I've updated the EvaluateAnswerFromQuestionMessage class to reflect this
change by calling the evaluation class with the answer.
---
 lib/auto_evaluation/answer_relevancy.rb       | 13 ++++---
 lib/auto_evaluation/coherence.rb              | 13 ++++---
 .../evaluate_answer_from_question_message.rb  |  5 +--
 .../auto_evaluation/answer_relevancy_spec.rb  | 37 +++++++++----------
 spec/lib/auto_evaluation/coherence_spec.rb    | 29 +++++++++++----
 ...luate_answer_from_question_message_spec.rb |  5 +--
 6 files changed, 56 insertions(+), 46 deletions(-)

diff --git a/lib/auto_evaluation/answer_relevancy.rb b/lib/auto_evaluation/answer_relevancy.rb
index 31d99e8ec..d07d82d0a 100644
--- a/lib/auto_evaluation/answer_relevancy.rb
+++ b/lib/auto_evaluation/answer_relevancy.rb
@@ -3,15 +3,14 @@ class AutoEvaluation::AnswerRelevancy
 
   def self.call(...) = new(...).call
 
-  def initialize(question_message:, answer_message:)
-    @question_message = question_message
-    @answer_message = answer_message
+  def initialize(answer)
+    @answer = answer
     @llm_responses = {}
     @metrics = {}
   end
 
   def call
-    statements, llm_responses[:statements], metrics[:statements] = StatementGenerator.call(answer_message:)
+    statements, llm_responses[:statements], metrics[:statements] = StatementGenerator.call(answer_message: answer.message)
 
     if statements.empty?
       return build_maximum_score_result(
@@ -58,9 +57,13 @@ def call
 
 private
 
-  attr_reader :question_message, :answer_message
+  attr_reader :answer
   attr_accessor :llm_responses, :metrics
 
+  def question_message
+    answer.rephrased_question || answer.question.message
+  end
+
   def calculate_score(verdicts)
     verdict_count = verdicts.count
     return 1.0 if verdict_count.zero?
diff --git a/lib/auto_evaluation/coherence.rb b/lib/auto_evaluation/coherence.rb
index 22b2d9e81..fbac8ab96 100644
--- a/lib/auto_evaluation/coherence.rb
+++ b/lib/auto_evaluation/coherence.rb
@@ -4,9 +4,8 @@ class Coherence
 
     def self.call(...) = new(...).call
 
-    def initialize(question_message:, answer_message:)

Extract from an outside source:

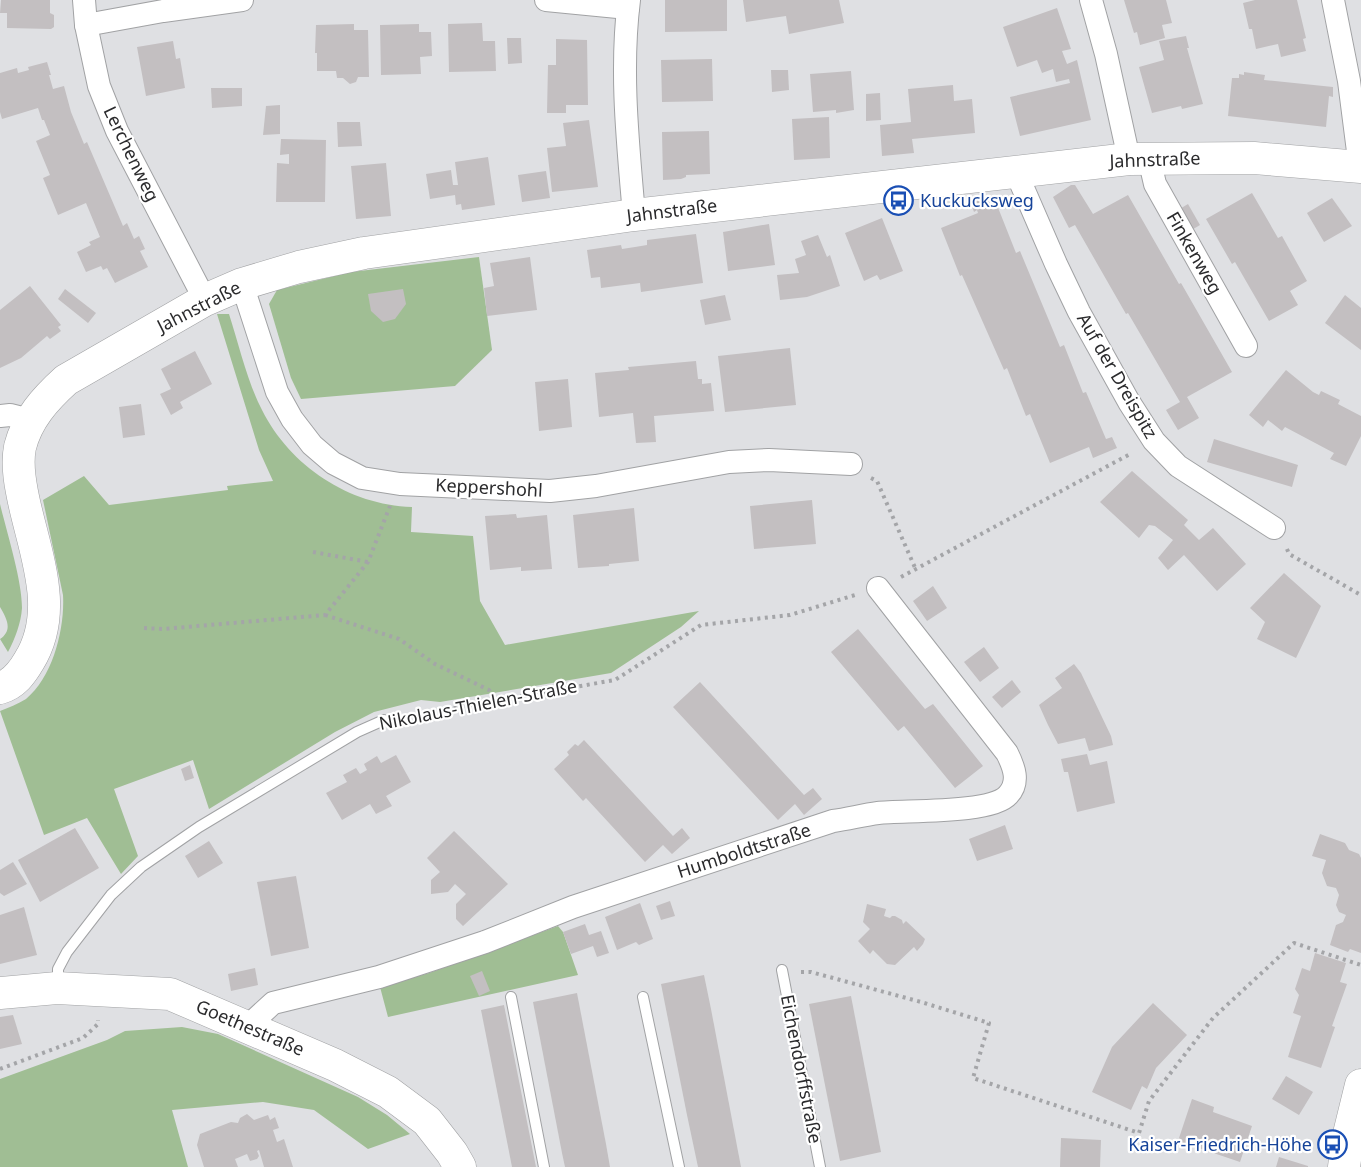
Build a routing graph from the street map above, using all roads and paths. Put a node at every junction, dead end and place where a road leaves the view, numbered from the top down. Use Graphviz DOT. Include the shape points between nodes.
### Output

-      @question_message = question_message
-      @answer_message = answer_message
+    def initialize(answer)
+      @answer = answer
     end
 
     def call
@@ -24,7 +23,7 @@ def call
 
   private
 
-    attr_reader :question_message, :answer_message
+    attr_reader :answer
 
     def llm_prompts
       Prompts.config.coherence
@@ -33,7 +32,7 @@ def llm_prompts
     def user_prompt
       sprintf(
         llm_prompts.fetch(:user_prompt),
-        answer: answer_message,
+        answer: answer.message,
         question: question_message,
       )
     end
@@ -48,5 +47,9 @@ def normalise_rubric_score(rubric_score)
 
       (rubric_score.to_d - min_rubric_score) / (max_rubric_score - min_rubric_score)
     end
+
+    def question_message
+      answer.rephrased_question || answer.question.message
+    end
   end
 end
diff --git a/lib/auto_evaluation/evaluate_answer_from_question_message.rb b/lib/auto_evaluation/evaluate_answer_from_question_message.rb
index 0db613faf..3516c3bd9 100644
--- a/lib/auto_evaluation/evaluate_answer_from_question_message.rb
+++ b/lib/auto_evaluation/evaluate_answer_from_question_message.rb
@@ -22,10 +22,7 @@ def call
         raise TaskFailedError, error_message
       end
 
-      evaluation_class.call(
-        question_message:,
-        answer_message: answer.message,
-      )
+      evaluation_class.call(answer)
     end
 
   private
diff --git a/spec/lib/auto_evaluation/answer_relevancy_spec.rb b/spec/lib/auto_evaluation/answer_relevancy_spec.rb
index 6eeefb8aa..3375bb272 100644
--- a/spec/lib/auto_evaluation/answer_relevancy_spec.rb
+++ b/spec/lib/auto_evaluation/answer_relevancy_spec.rb
@@ -3,6 +3,8 @@
     let(:prompts) { AutoEvaluation::Prompts.config.answer_relevancy }
     let(:question_message) { "This is a test question message." }
     let(:answer_message) { "This is a test answer message." }
+    let(:question) { build(:question, message: question_message) }
+    let(:answer) { build(:answer, question:, message: answer_message) }
 
     let(:statements) { ["This is the first statement.", "This is the second statement."] }
     let(:statements_json) { { statements: }.to_json }
@@ -67,10 +69,7 @@
       allow(Clock).to receive(:monotonic_time)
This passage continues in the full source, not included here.